# ABS system problems



## shirbon (Oct 2, 2014)

I have a 98 K1500 Z71, having trouble with a ABS brakes going off everytime I come to a stop, occasionally I dont even have to push on the brake just turn a corner and they go off. The brake light or the ABS light on the dash dont light up. I have taken the speed sensors off front axles cleaned then and sanded the rust off where they mount and still the same problem. Any ideas ? The Haynes manual doesnt say much about them and what i find online so far doesnt help much either.

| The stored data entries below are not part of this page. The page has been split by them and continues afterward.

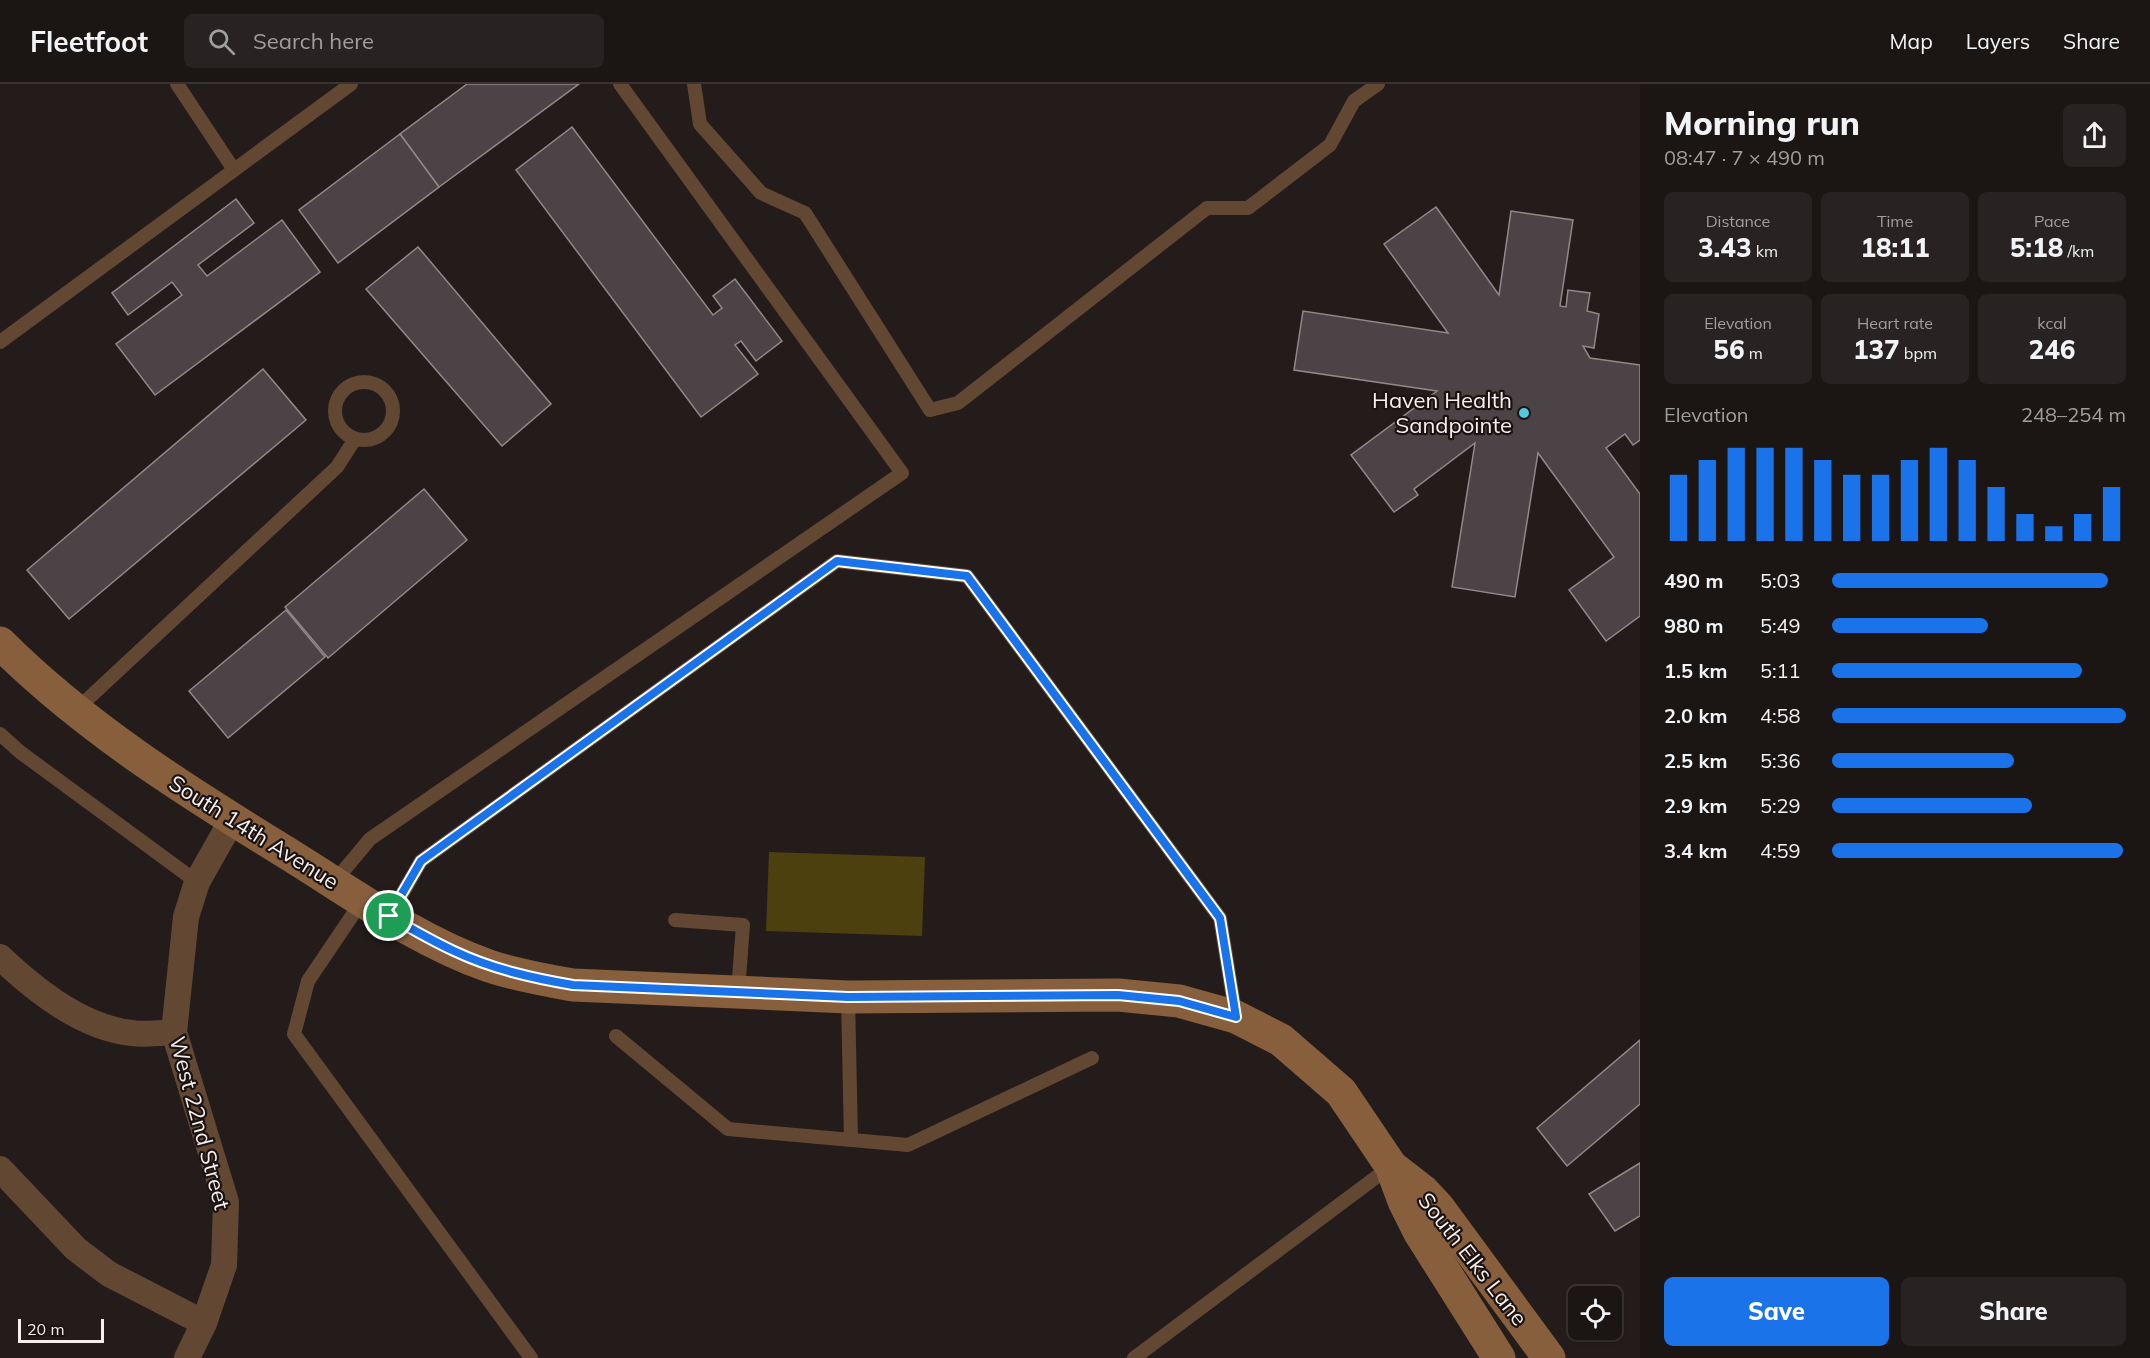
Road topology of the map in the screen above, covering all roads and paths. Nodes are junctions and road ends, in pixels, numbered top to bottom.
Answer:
1 (177, 84) edge
2 (351, 84) edge
3 (620, 84) edge
4 (694, 84) edge
5 (1378, 84) edge
6 (234, 170) junction
7 (0, 342) edge
8 (355, 439) junction
9 (0, 643) edge
10 (76, 710) junction
11 (0, 734) edge
12 (232, 820) junction
13 (197, 882) junction
14 (334, 882) junction
15 (375, 908) junction
16 (675, 920) dead end
17 (0, 957) edge
18 (738, 992) junction
19 (848, 997) junction
20 (1236, 1017) junction
21 (174, 1032) junction
22 (616, 1036) dead end
23 (1281, 1040) joint
24 (1092, 1058) dead end
25 (851, 1140) junction
26 (1391, 1166) junction
27 (0, 1169) edge
28 (204, 1323) junction
29 (187, 1358) edge
30 (531, 1358) edge
31 (1134, 1358) edge
32 (1499, 1358) edge
33 (1549, 1358) edge

1 - 6 lane
2 - 6 lane
3 - 14 lane
4 - 5 lane
6 - 7 lane
8 - 8 lane
8 - 10 lane
9 - 10 street, South 14th Avenue
10 - 12 street, South 14th Avenue
11 - 13 lane
12 - 13 street, West 22nd Street
12 - 14 street, South 14th Avenue
13 - 21 street, West 22nd Street
14 - 15 street, South 14th Avenue
15 - 18 street, South 14th Avenue
15 - 20 lane
15 - 30 lane
16 - 18 lane
17 - 21 street
18 - 19 street, South 14th Avenue
19 - 20 street, South 14th Avenue
19 - 25 lane
20 - 23 street, South 14th Avenue
21 - 28 street, West 22nd Street
22 - 25 lane
23 - 26 street, South Elks Lane
24 - 25 lane
26 - 31 lane
26 - 32 street, South Elks Lane
26 - 33 street, South Elks Lane
27 - 28 street
28 - 29 street, West 22nd Street

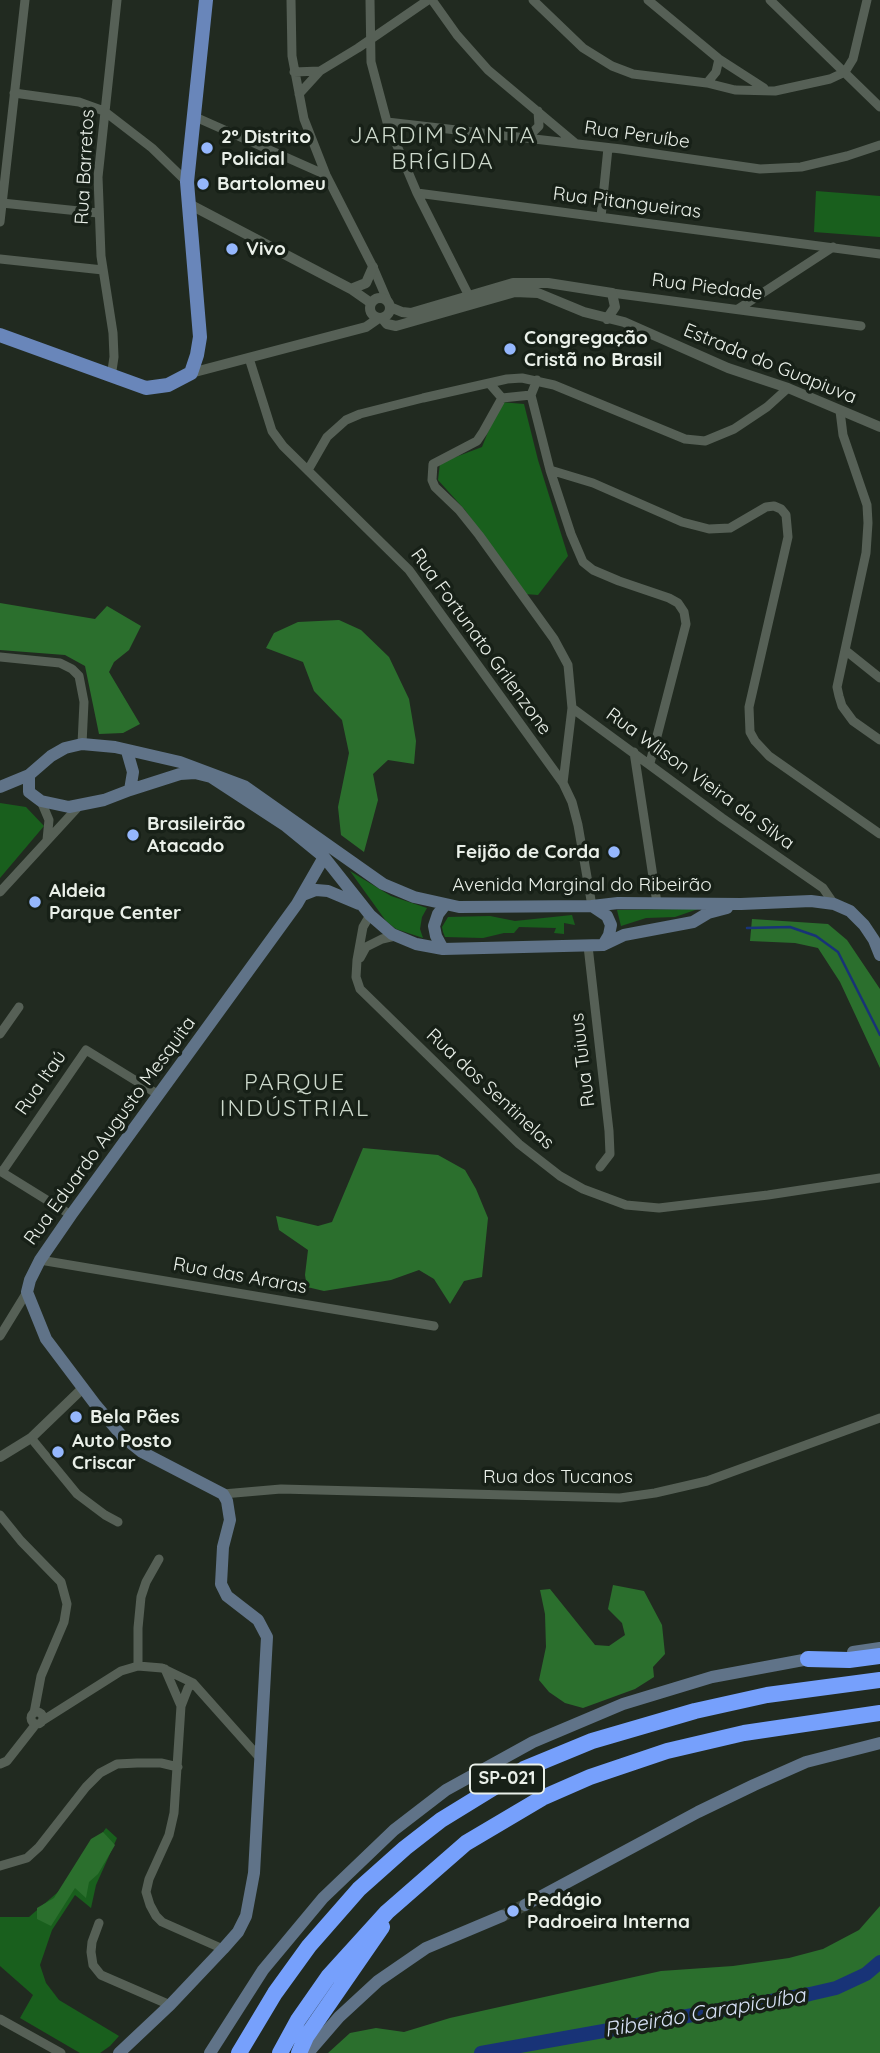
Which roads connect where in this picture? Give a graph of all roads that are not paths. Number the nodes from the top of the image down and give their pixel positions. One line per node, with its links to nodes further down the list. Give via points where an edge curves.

There really should be a book that gives step by step troubleshooting instructions ( test this, if that works then test this, if that doesnt work then thats bad, etc etc ) Frustrated. Also, in the world of OBD scan tools, I know what ABS stands for ( brakes ) but no idea what SRS stands for, can anyone tell me. Thanks.


----------



## ukrkoz (Dec 31, 2010)

supplementary restraint system
antilock brake system
You need a code reader that will read ABS/brake codes. Fortunately, for 98 it's OBD2 system. Harbor Freight has one for around $120, you can buy it, use it and return it, though it comes handy.
Honestly, I'd start with flushing brake fluid. To purge ABS actuators after flush, go to secluded street, accelerate to about 50 and slam on brakes with both feet to halt. Repeat 5-6 times. That purges air out of ABS block on older cars. 
You can go here:
http://workshop-manuals.com/chevrol...rakes_abs_lamp_on/dtcs_c0265/c0201/u1041_set/

and, ignoring annoying donation request, try to figure it out. Manuals are hard to read but they are pro shop ones.


----------



## carmusic (Oct 11, 2011)

similar thread here
http://www.pacificp.com/forum/viewtopic.php?t=11579&sid=f88ff947c961e4da4d620d068cf9a2ed


----------



## 47_47 (Sep 11, 2007)

ABS is a tough system to work on. Without the ABS light coming on, the system didn't store a code. You probably need a scanner to see what the sensors are doing real-time. 

What makes you say the ABS is coming on just by cornering? How is the tread on the tires? Worn tires will cause loss of traction, which may be interpreted by the system as slip.


----------



## shirbon (Oct 2, 2014)

because i hear that same anoying sound when i havent even touched the brake pedal. I can do a scan but i have to wonder if neither of the warning lights come on if there are any trouble codes.


----------



## cjm94 (Sep 25, 2011)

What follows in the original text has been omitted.